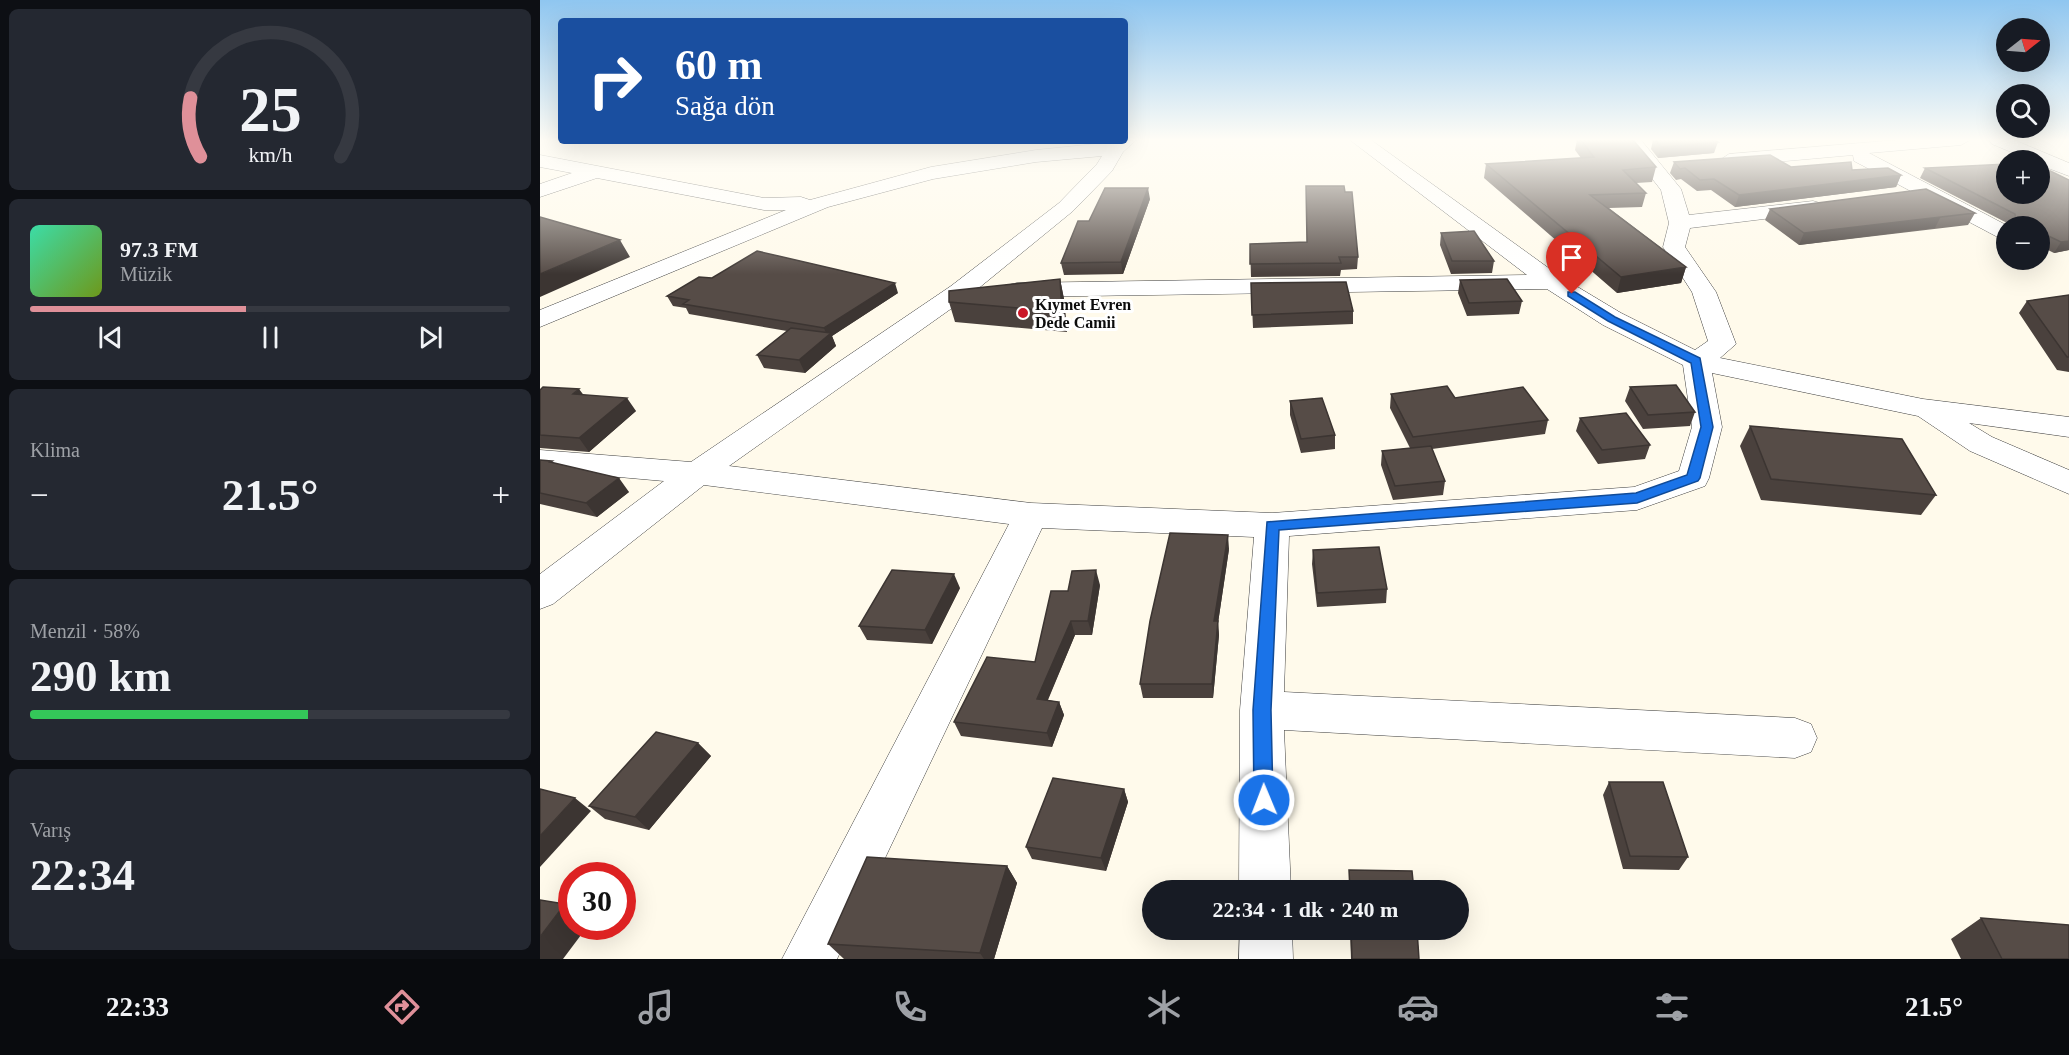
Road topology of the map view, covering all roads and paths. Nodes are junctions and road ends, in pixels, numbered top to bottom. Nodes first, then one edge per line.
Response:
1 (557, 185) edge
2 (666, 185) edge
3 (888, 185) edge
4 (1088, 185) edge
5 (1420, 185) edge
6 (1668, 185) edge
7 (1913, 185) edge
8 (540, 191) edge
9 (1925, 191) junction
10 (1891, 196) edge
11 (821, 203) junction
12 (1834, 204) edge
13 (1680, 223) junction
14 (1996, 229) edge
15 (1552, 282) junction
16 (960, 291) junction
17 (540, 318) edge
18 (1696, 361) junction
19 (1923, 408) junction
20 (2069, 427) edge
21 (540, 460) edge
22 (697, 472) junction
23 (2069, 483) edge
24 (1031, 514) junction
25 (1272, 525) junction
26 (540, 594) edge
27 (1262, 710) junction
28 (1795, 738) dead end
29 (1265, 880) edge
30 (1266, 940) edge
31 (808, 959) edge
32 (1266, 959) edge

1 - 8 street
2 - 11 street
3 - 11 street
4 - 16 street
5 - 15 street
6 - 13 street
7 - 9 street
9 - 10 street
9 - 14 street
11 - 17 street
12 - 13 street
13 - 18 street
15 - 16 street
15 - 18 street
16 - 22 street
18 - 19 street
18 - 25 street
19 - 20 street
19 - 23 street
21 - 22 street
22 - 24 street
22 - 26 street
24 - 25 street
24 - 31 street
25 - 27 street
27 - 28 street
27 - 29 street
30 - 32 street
────────────────────────────────────────
Activity ▸ Pictures aside, reproduce every record exactly as it stands.

Written answer ▸
Road topology of the map view, covering all roads and paths. Nodes are junctions and road ends, in pixels, numbered top to bottom. Nodes first, then one edge per line.
Response:
1 (557, 185) edge
2 (666, 185) edge
3 (888, 185) edge
4 (1088, 185) edge
5 (1420, 185) edge
6 (1668, 185) edge
7 (1913, 185) edge
8 (540, 191) edge
9 (1925, 191) junction
10 (1891, 196) edge
11 (821, 203) junction
12 (1834, 204) edge
13 (1680, 223) junction
14 (1996, 229) edge
15 (1552, 282) junction
16 (960, 291) junction
17 (540, 318) edge
18 (1696, 361) junction
19 (1923, 408) junction
20 (2069, 427) edge
21 (540, 460) edge
22 (697, 472) junction
23 (2069, 483) edge
24 (1031, 514) junction
25 (1272, 525) junction
26 (540, 594) edge
27 (1262, 710) junction
28 (1795, 738) dead end
29 (1265, 880) edge
30 (1266, 940) edge
31 (808, 959) edge
32 (1266, 959) edge

1 - 8 street
2 - 11 street
3 - 11 street
4 - 16 street
5 - 15 street
6 - 13 street
7 - 9 street
9 - 10 street
9 - 14 street
11 - 17 street
12 - 13 street
13 - 18 street
15 - 16 street
15 - 18 street
16 - 22 street
18 - 19 street
18 - 25 street
19 - 20 street
19 - 23 street
21 - 22 street
22 - 24 street
22 - 26 street
24 - 25 street
24 - 31 street
25 - 27 street
27 - 28 street
27 - 29 street
30 - 32 street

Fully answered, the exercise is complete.